MATERIAL TO PROCESS Start Marker
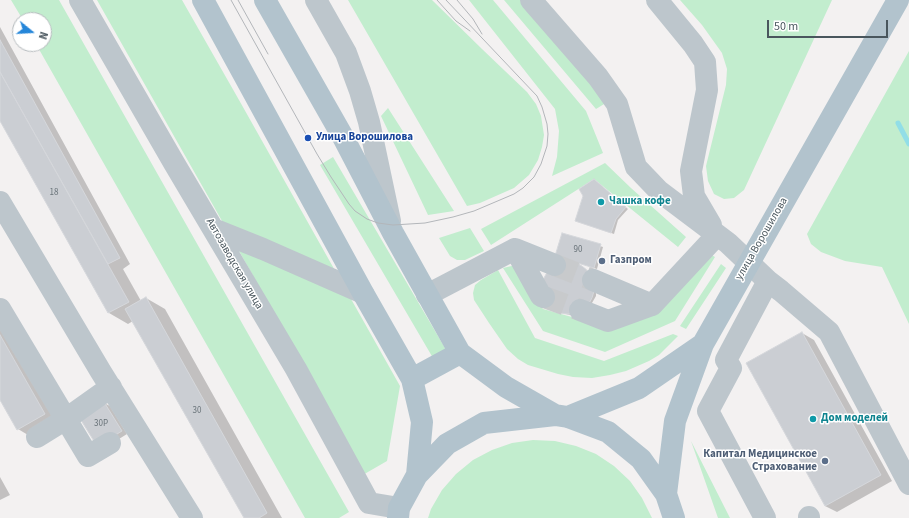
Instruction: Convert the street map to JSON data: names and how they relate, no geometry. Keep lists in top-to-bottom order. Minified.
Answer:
{"streets":{"main road":["улица Ворошилова"],"street":["Автозаводская улица"]},"places":["Улица Ворошилова","Чашка кофе","Газпром","Дом моделей","Капитал Медицинское Страхование"],"house_numbers":["18","90","30","30Р"],"scale_bar":"50 m","north":"right"}
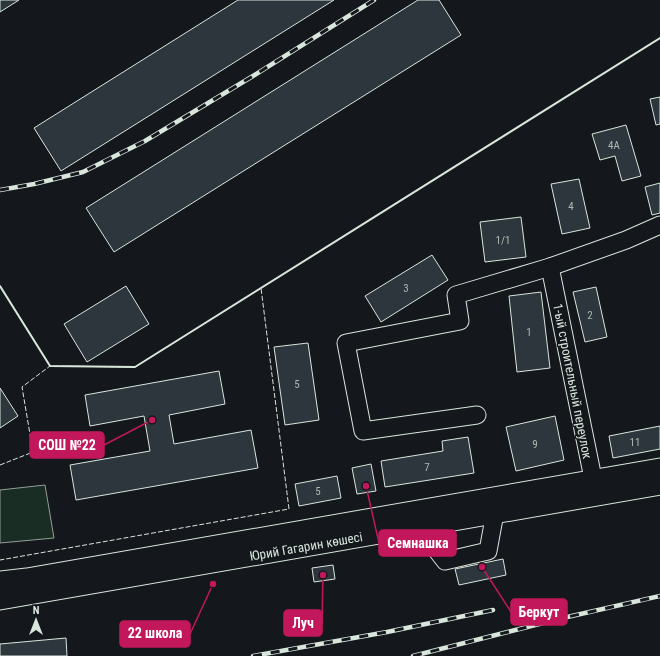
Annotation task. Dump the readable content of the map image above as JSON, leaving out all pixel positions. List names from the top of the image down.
{
  "streets": {
    "main road": ["Юрий Гагарин көшесі"],
    "street": ["1-ый строительный переулок"]
  },
  "crossings": [
    ["1-ый строительный переулок", "Юрий Гагарин көшесі"]
  ],
  "places": [
    "СОШ №22",
    "Семнашка",
    "Беркут",
    "Луч",
    "22 школа"
  ],
  "house_numbers": [
    "4А",
    "4",
    "1/1",
    "3",
    "2",
    "1",
    "5",
    "11",
    "9",
    "7",
    "5"
  ],
  "north": "top"
}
MATERIAL TO PROCESS End Marker
• _TRY IT_:
Word for word, restate all of the records. Exclude the pictures.

• _SOLUTION FOR THIS TASK_:
Instruction: Convert the street map to JSON data: names and how they relate, no geometry. Keep lists in top-to-bottom order. Minified.
Answer:
{"streets":{"main road":["улица Ворошилова"],"street":["Автозаводская улица"]},"places":["Улица Ворошилова","Чашка кофе","Газпром","Дом моделей","Капитал Медицинское Страхование"],"house_numbers":["18","90","30","30Р"],"scale_bar":"50 m","north":"right"}
Annotation task. Dump the readable content of the map image above as JSON, leaving out all pixel positions. List names from the top of the image down.
{
  "streets": {
    "main road": ["Юрий Гагарин көшесі"],
    "street": ["1-ый строительный переулок"]
  },
  "crossings": [
    ["1-ый строительный переулок", "Юрий Гагарин көшесі"]
  ],
  "places": [
    "СОШ №22",
    "Семнашка",
    "Беркут",
    "Луч",
    "22 школа"
  ],
  "house_numbers": [
    "4А",
    "4",
    "1/1",
    "3",
    "2",
    "1",
    "5",
    "11",
    "9",
    "7",
    "5"
  ],
  "north": "top"
}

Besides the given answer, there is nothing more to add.